Assignment: Transcribe the records underneath word for word, and leave no line out.

Collected data entries
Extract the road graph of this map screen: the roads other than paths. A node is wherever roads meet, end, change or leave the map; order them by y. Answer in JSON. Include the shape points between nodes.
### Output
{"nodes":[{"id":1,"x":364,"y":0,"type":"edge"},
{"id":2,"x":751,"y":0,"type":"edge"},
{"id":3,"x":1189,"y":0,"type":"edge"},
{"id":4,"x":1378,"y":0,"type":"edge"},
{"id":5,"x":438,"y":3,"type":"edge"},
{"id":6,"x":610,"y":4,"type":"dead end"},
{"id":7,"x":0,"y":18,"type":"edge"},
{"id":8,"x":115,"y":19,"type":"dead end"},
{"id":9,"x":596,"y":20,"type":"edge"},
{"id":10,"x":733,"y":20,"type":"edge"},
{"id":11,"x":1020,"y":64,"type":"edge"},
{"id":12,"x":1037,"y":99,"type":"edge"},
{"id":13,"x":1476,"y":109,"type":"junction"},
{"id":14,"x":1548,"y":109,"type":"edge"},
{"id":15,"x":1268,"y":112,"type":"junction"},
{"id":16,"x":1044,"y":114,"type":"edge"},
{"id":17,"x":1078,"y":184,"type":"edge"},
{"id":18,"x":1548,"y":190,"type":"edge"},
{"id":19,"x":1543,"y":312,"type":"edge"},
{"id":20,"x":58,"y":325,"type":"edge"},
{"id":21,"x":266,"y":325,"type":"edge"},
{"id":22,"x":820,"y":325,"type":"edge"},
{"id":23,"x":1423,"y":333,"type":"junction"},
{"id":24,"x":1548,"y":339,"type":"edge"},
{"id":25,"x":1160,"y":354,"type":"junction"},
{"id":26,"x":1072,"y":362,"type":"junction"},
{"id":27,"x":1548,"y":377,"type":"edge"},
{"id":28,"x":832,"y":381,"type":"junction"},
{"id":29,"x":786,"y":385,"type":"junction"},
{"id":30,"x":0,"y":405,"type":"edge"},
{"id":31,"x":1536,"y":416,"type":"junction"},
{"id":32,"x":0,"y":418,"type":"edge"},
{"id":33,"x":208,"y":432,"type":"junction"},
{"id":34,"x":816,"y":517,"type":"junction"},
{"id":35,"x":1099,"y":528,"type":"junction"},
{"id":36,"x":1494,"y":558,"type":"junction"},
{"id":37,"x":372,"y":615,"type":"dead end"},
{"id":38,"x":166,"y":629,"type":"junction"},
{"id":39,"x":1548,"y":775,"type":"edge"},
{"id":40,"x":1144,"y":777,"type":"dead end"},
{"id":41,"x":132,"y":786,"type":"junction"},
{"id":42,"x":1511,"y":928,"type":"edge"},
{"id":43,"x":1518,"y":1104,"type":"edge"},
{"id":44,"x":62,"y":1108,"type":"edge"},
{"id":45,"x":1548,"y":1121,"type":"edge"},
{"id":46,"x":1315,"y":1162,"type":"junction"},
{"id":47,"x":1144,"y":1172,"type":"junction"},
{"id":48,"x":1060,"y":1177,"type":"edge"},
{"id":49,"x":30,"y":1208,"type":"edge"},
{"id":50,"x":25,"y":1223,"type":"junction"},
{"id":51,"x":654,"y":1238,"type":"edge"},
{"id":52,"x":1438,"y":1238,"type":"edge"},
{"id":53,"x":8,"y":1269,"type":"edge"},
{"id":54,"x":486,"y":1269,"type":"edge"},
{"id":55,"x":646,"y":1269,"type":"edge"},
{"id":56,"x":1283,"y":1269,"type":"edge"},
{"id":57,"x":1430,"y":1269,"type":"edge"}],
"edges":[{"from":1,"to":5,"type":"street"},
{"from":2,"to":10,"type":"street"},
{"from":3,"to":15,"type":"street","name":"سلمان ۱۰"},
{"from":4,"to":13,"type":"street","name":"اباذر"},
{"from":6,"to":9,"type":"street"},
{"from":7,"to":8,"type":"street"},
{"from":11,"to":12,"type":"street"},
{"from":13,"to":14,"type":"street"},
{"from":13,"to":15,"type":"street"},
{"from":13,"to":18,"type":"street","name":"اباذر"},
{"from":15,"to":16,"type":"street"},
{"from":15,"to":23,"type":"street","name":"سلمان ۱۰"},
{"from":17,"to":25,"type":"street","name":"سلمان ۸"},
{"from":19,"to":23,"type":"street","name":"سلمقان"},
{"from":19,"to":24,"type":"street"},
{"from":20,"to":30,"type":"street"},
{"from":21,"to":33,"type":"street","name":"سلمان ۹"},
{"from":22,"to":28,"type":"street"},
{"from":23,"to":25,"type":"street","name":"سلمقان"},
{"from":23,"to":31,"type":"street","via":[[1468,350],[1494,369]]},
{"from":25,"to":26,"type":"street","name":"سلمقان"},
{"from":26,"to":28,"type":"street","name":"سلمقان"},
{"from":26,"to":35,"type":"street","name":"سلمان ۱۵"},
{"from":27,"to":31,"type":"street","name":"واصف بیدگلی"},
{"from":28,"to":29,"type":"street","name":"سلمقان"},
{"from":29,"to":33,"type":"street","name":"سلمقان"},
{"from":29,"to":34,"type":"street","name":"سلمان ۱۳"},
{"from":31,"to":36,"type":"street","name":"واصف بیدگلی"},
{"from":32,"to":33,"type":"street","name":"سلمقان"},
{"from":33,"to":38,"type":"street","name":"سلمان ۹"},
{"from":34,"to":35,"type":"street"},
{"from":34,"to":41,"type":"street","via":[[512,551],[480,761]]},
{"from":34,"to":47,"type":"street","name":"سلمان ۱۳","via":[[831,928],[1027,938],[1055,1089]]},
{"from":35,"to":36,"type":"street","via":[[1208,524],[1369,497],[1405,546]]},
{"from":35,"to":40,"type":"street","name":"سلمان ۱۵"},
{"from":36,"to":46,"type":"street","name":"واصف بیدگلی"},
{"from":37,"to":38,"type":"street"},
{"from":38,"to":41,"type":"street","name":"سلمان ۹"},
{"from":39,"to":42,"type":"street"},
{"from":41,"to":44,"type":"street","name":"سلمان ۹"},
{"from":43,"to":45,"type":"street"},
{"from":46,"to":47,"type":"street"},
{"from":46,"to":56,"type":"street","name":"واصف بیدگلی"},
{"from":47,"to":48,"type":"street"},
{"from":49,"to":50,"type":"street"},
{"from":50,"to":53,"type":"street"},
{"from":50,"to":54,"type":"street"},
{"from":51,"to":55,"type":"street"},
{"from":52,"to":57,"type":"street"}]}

Written solution:
Extract the road graph of this map screen: the roads other than paths. A node is wherever roads meet, end, change or leave the map; order them by y. Answer in JSON. Include the shape points between nodes.
### Output
{"nodes":[{"id":1,"x":364,"y":0,"type":"edge"},
{"id":2,"x":751,"y":0,"type":"edge"},
{"id":3,"x":1189,"y":0,"type":"edge"},
{"id":4,"x":1378,"y":0,"type":"edge"},
{"id":5,"x":438,"y":3,"type":"edge"},
{"id":6,"x":610,"y":4,"type":"dead end"},
{"id":7,"x":0,"y":18,"type":"edge"},
{"id":8,"x":115,"y":19,"type":"dead end"},
{"id":9,"x":596,"y":20,"type":"edge"},
{"id":10,"x":733,"y":20,"type":"edge"},
{"id":11,"x":1020,"y":64,"type":"edge"},
{"id":12,"x":1037,"y":99,"type":"edge"},
{"id":13,"x":1476,"y":109,"type":"junction"},
{"id":14,"x":1548,"y":109,"type":"edge"},
{"id":15,"x":1268,"y":112,"type":"junction"},
{"id":16,"x":1044,"y":114,"type":"edge"},
{"id":17,"x":1078,"y":184,"type":"edge"},
{"id":18,"x":1548,"y":190,"type":"edge"},
{"id":19,"x":1543,"y":312,"type":"edge"},
{"id":20,"x":58,"y":325,"type":"edge"},
{"id":21,"x":266,"y":325,"type":"edge"},
{"id":22,"x":820,"y":325,"type":"edge"},
{"id":23,"x":1423,"y":333,"type":"junction"},
{"id":24,"x":1548,"y":339,"type":"edge"},
{"id":25,"x":1160,"y":354,"type":"junction"},
{"id":26,"x":1072,"y":362,"type":"junction"},
{"id":27,"x":1548,"y":377,"type":"edge"},
{"id":28,"x":832,"y":381,"type":"junction"},
{"id":29,"x":786,"y":385,"type":"junction"},
{"id":30,"x":0,"y":405,"type":"edge"},
{"id":31,"x":1536,"y":416,"type":"junction"},
{"id":32,"x":0,"y":418,"type":"edge"},
{"id":33,"x":208,"y":432,"type":"junction"},
{"id":34,"x":816,"y":517,"type":"junction"},
{"id":35,"x":1099,"y":528,"type":"junction"},
{"id":36,"x":1494,"y":558,"type":"junction"},
{"id":37,"x":372,"y":615,"type":"dead end"},
{"id":38,"x":166,"y":629,"type":"junction"},
{"id":39,"x":1548,"y":775,"type":"edge"},
{"id":40,"x":1144,"y":777,"type":"dead end"},
{"id":41,"x":132,"y":786,"type":"junction"},
{"id":42,"x":1511,"y":928,"type":"edge"},
{"id":43,"x":1518,"y":1104,"type":"edge"},
{"id":44,"x":62,"y":1108,"type":"edge"},
{"id":45,"x":1548,"y":1121,"type":"edge"},
{"id":46,"x":1315,"y":1162,"type":"junction"},
{"id":47,"x":1144,"y":1172,"type":"junction"},
{"id":48,"x":1060,"y":1177,"type":"edge"},
{"id":49,"x":30,"y":1208,"type":"edge"},
{"id":50,"x":25,"y":1223,"type":"junction"},
{"id":51,"x":654,"y":1238,"type":"edge"},
{"id":52,"x":1438,"y":1238,"type":"edge"},
{"id":53,"x":8,"y":1269,"type":"edge"},
{"id":54,"x":486,"y":1269,"type":"edge"},
{"id":55,"x":646,"y":1269,"type":"edge"},
{"id":56,"x":1283,"y":1269,"type":"edge"},
{"id":57,"x":1430,"y":1269,"type":"edge"}],
"edges":[{"from":1,"to":5,"type":"street"},
{"from":2,"to":10,"type":"street"},
{"from":3,"to":15,"type":"street","name":"سلمان ۱۰"},
{"from":4,"to":13,"type":"street","name":"اباذر"},
{"from":6,"to":9,"type":"street"},
{"from":7,"to":8,"type":"street"},
{"from":11,"to":12,"type":"street"},
{"from":13,"to":14,"type":"street"},
{"from":13,"to":15,"type":"street"},
{"from":13,"to":18,"type":"street","name":"اباذر"},
{"from":15,"to":16,"type":"street"},
{"from":15,"to":23,"type":"street","name":"سلمان ۱۰"},
{"from":17,"to":25,"type":"street","name":"سلمان ۸"},
{"from":19,"to":23,"type":"street","name":"سلمقان"},
{"from":19,"to":24,"type":"street"},
{"from":20,"to":30,"type":"street"},
{"from":21,"to":33,"type":"street","name":"سلمان ۹"},
{"from":22,"to":28,"type":"street"},
{"from":23,"to":25,"type":"street","name":"سلمقان"},
{"from":23,"to":31,"type":"street","via":[[1468,350],[1494,369]]},
{"from":25,"to":26,"type":"street","name":"سلمقان"},
{"from":26,"to":28,"type":"street","name":"سلمقان"},
{"from":26,"to":35,"type":"street","name":"سلمان ۱۵"},
{"from":27,"to":31,"type":"street","name":"واصف بیدگلی"},
{"from":28,"to":29,"type":"street","name":"سلمقان"},
{"from":29,"to":33,"type":"street","name":"سلمقان"},
{"from":29,"to":34,"type":"street","name":"سلمان ۱۳"},
{"from":31,"to":36,"type":"street","name":"واصف بیدگلی"},
{"from":32,"to":33,"type":"street","name":"سلمقان"},
{"from":33,"to":38,"type":"street","name":"سلمان ۹"},
{"from":34,"to":35,"type":"street"},
{"from":34,"to":41,"type":"street","via":[[512,551],[480,761]]},
{"from":34,"to":47,"type":"street","name":"سلمان ۱۳","via":[[831,928],[1027,938],[1055,1089]]},
{"from":35,"to":36,"type":"street","via":[[1208,524],[1369,497],[1405,546]]},
{"from":35,"to":40,"type":"street","name":"سلمان ۱۵"},
{"from":36,"to":46,"type":"street","name":"واصف بیدگلی"},
{"from":37,"to":38,"type":"street"},
{"from":38,"to":41,"type":"street","name":"سلمان ۹"},
{"from":39,"to":42,"type":"street"},
{"from":41,"to":44,"type":"street","name":"سلمان ۹"},
{"from":43,"to":45,"type":"street"},
{"from":46,"to":47,"type":"street"},
{"from":46,"to":56,"type":"street","name":"واصف بیدگلی"},
{"from":47,"to":48,"type":"street"},
{"from":49,"to":50,"type":"street"},
{"from":50,"to":53,"type":"street"},
{"from":50,"to":54,"type":"street"},
{"from":51,"to":55,"type":"street"},
{"from":52,"to":57,"type":"street"}]}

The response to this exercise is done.